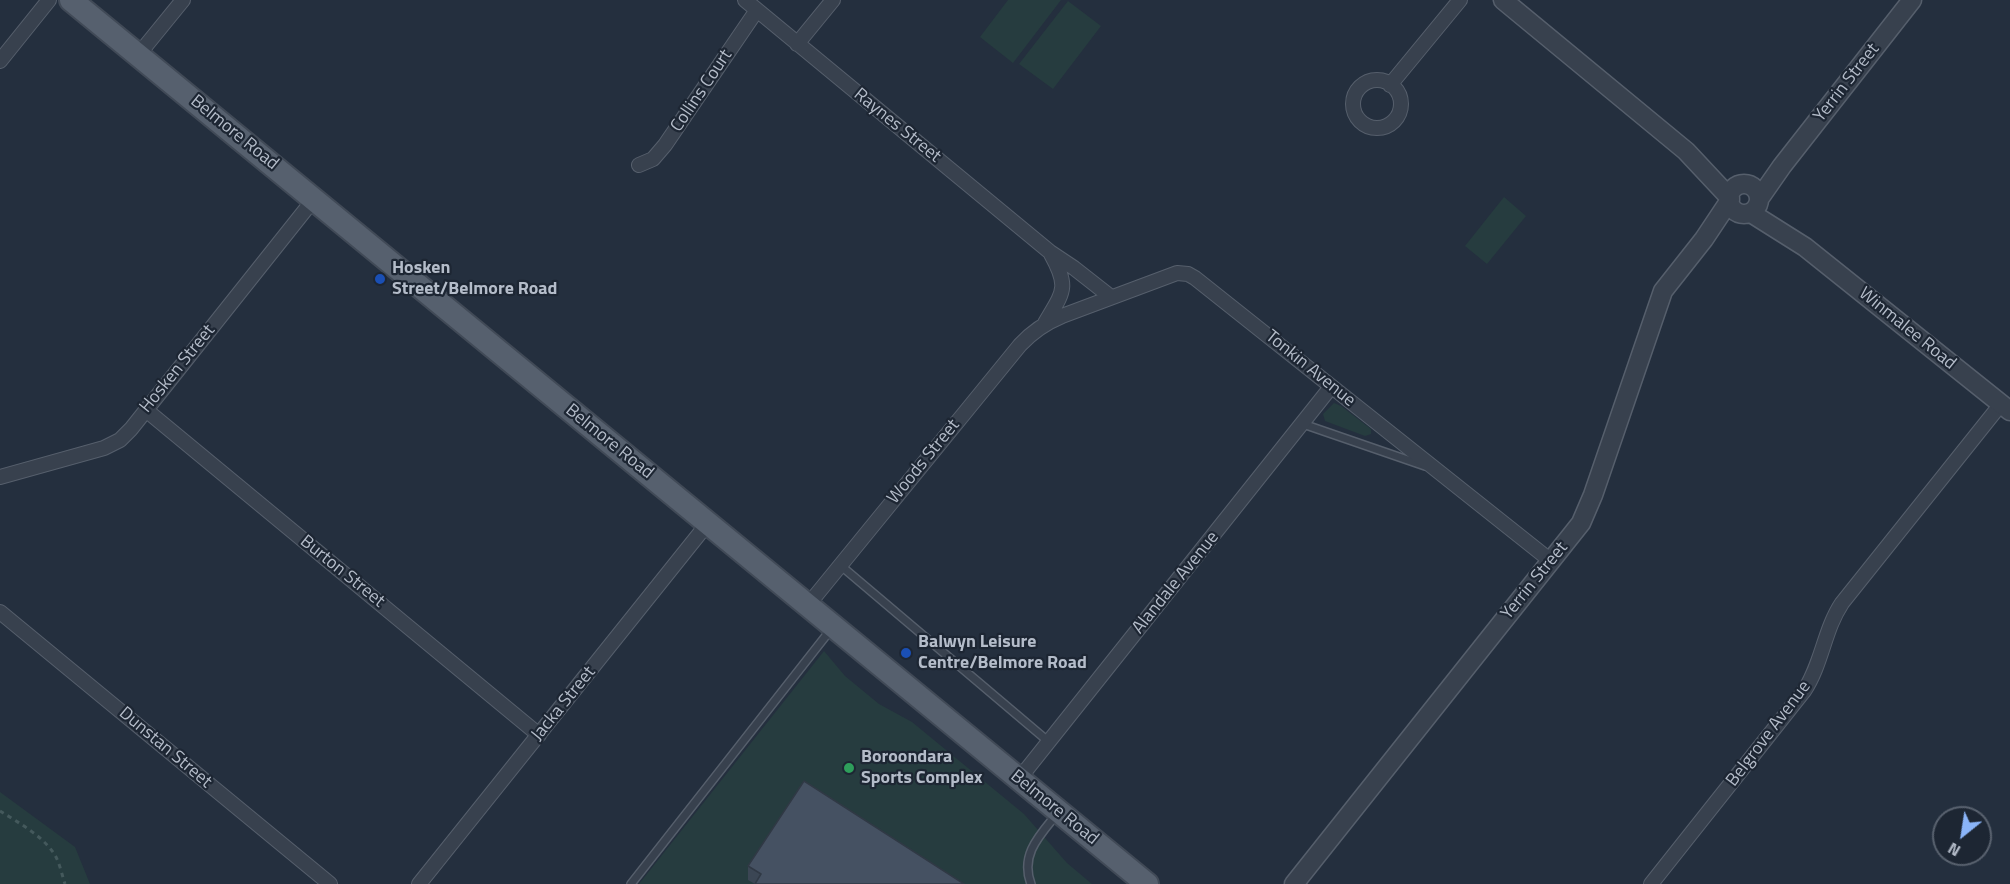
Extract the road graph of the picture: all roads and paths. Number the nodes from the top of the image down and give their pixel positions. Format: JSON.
{"nodes":[{"id":1,"x":49,"y":0,"type":"edge"},
{"id":2,"x":71,"y":0,"type":"edge"},
{"id":3,"x":183,"y":0,"type":"edge"},
{"id":4,"x":745,"y":0,"type":"edge"},
{"id":5,"x":833,"y":0,"type":"edge"},
{"id":6,"x":1460,"y":0,"type":"edge"},
{"id":7,"x":1503,"y":0,"type":"edge"},
{"id":8,"x":1912,"y":0,"type":"edge"},
{"id":9,"x":757,"y":10,"type":"junction"},
{"id":10,"x":797,"y":44,"type":"junction"},
{"id":11,"x":139,"y":54,"type":"junction"},
{"id":12,"x":0,"y":61,"type":"edge"},
{"id":13,"x":1390,"y":85,"type":"dead end"},
{"id":14,"x":639,"y":165,"type":"dead end"},
{"id":15,"x":314,"y":199,"type":"junction"},
{"id":16,"x":1745,"y":199,"type":"junction"},
{"id":17,"x":1050,"y":252,"type":"junction"},
{"id":18,"x":1111,"y":297,"type":"junction"},
{"id":19,"x":1045,"y":323,"type":"junction"},
{"id":20,"x":1332,"y":387,"type":"junction"},
{"id":21,"x":2006,"y":407,"type":"edge"},
{"id":22,"x":146,"y":410,"type":"junction"},
{"id":23,"x":1303,"y":424,"type":"junction"},
{"id":24,"x":1436,"y":470,"type":"junction"},
{"id":25,"x":0,"y":477,"type":"edge"},
{"id":26,"x":708,"y":523,"type":"junction"},
{"id":27,"x":1551,"y":561,"type":"junction"},
{"id":28,"x":840,"y":565,"type":"junction"},
{"id":29,"x":808,"y":605,"type":"junction"},
{"id":30,"x":0,"y":612,"type":"edge"},
{"id":31,"x":834,"y":626,"type":"junction"},
{"id":32,"x":539,"y":735,"type":"junction"},
{"id":33,"x":1049,"y":742,"type":"junction"},
{"id":34,"x":1019,"y":779,"type":"junction"},
{"id":35,"x":0,"y":812,"type":"edge"},
{"id":36,"x":1059,"y":812,"type":"junction"},
{"id":37,"x":65,"y":884,"type":"edge"},
{"id":38,"x":330,"y":884,"type":"edge"},
{"id":39,"x":419,"y":884,"type":"edge"},
{"id":40,"x":631,"y":884,"type":"edge"},
{"id":41,"x":1031,"y":884,"type":"edge"},
{"id":42,"x":1147,"y":884,"type":"edge"},
{"id":43,"x":1294,"y":884,"type":"edge"},
{"id":44,"x":1651,"y":884,"type":"edge"}],
"edges":[{"from":1,"to":12,"type":"street"},
{"from":2,"to":11,"type":"main road","name":"Belmore Road"},
{"from":3,"to":11,"type":"street"},
{"from":4,"to":9,"type":"street","name":"Raynes Street"},
{"from":5,"to":10,"type":"street"},
{"from":6,"to":13,"type":"street"},
{"from":7,"to":16,"type":"street","name":"Winmalee Road"},
{"from":8,"to":16,"type":"street","name":"Yerrin Street"},
{"from":9,"to":10,"type":"street","name":"Raynes Street"},
{"from":9,"to":14,"type":"street","name":"Collins Court"},
{"from":10,"to":17,"type":"street","name":"Raynes Street"},
{"from":11,"to":15,"type":"main road","name":"Belmore Road"},
{"from":15,"to":22,"type":"street","name":"Hosken Street"},
{"from":15,"to":26,"type":"main road","name":"Belmore Road"},
{"from":16,"to":21,"type":"street","name":"Winmalee Road"},
{"from":16,"to":27,"type":"street","name":"Yerrin Street"},
{"from":17,"to":18,"type":"street","name":"Raynes Street"},
{"from":17,"to":19,"type":"street","name":"Raynes Street"},
{"from":18,"to":19,"type":"street","name":"Tonkin Avenue"},
{"from":18,"to":20,"type":"street","name":"Tonkin Avenue"},
{"from":19,"to":28,"type":"street","name":"Woods Street"},
{"from":20,"to":23,"type":"street","name":"Alandale Avenue"},
{"from":20,"to":24,"type":"street","name":"Tonkin Avenue"},
{"from":21,"to":44,"type":"street","name":"Belgrove Avenue"},
{"from":22,"to":25,"type":"street","name":"Hosken Street"},
{"from":22,"to":32,"type":"street","name":"Burton Street"},
{"from":23,"to":24,"type":"lane"},
{"from":23,"to":33,"type":"street","name":"Alandale Avenue"},
{"from":24,"to":27,"type":"street","name":"Tonkin Avenue"},
{"from":26,"to":29,"type":"main road","name":"Belmore Road"},
{"from":26,"to":32,"type":"street","name":"Jacka Street"},
{"from":27,"to":43,"type":"street","name":"Yerrin Street"},
{"from":28,"to":29,"type":"street","name":"Woods Street"},
{"from":28,"to":33,"type":"lane"},
{"from":29,"to":31,"type":"main road","name":"Belmore Road"},
{"from":30,"to":38,"type":"street","name":"Dunstan Street"},
{"from":31,"to":34,"type":"main road","name":"Belmore Road"},
{"from":31,"to":40,"type":"lane"},
{"from":32,"to":39,"type":"street","name":"Jacka Street"},
{"from":33,"to":34,"type":"street","name":"Alandale Avenue"},
{"from":34,"to":36,"type":"main road","name":"Belmore Road"},
{"from":35,"to":37,"type":"path"},
{"from":36,"to":41,"type":"lane"},
{"from":36,"to":42,"type":"main road","name":"Belmore Road"}]}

■ ■ ■

• What is expected:
Pick every line from the listing holding the string "lane", and copy it.

• Response to the task:
{"from":23,"to":24,"type":"lane"},
{"from":28,"to":33,"type":"lane"},
{"from":31,"to":40,"type":"lane"},
{"from":36,"to":41,"type":"lane"},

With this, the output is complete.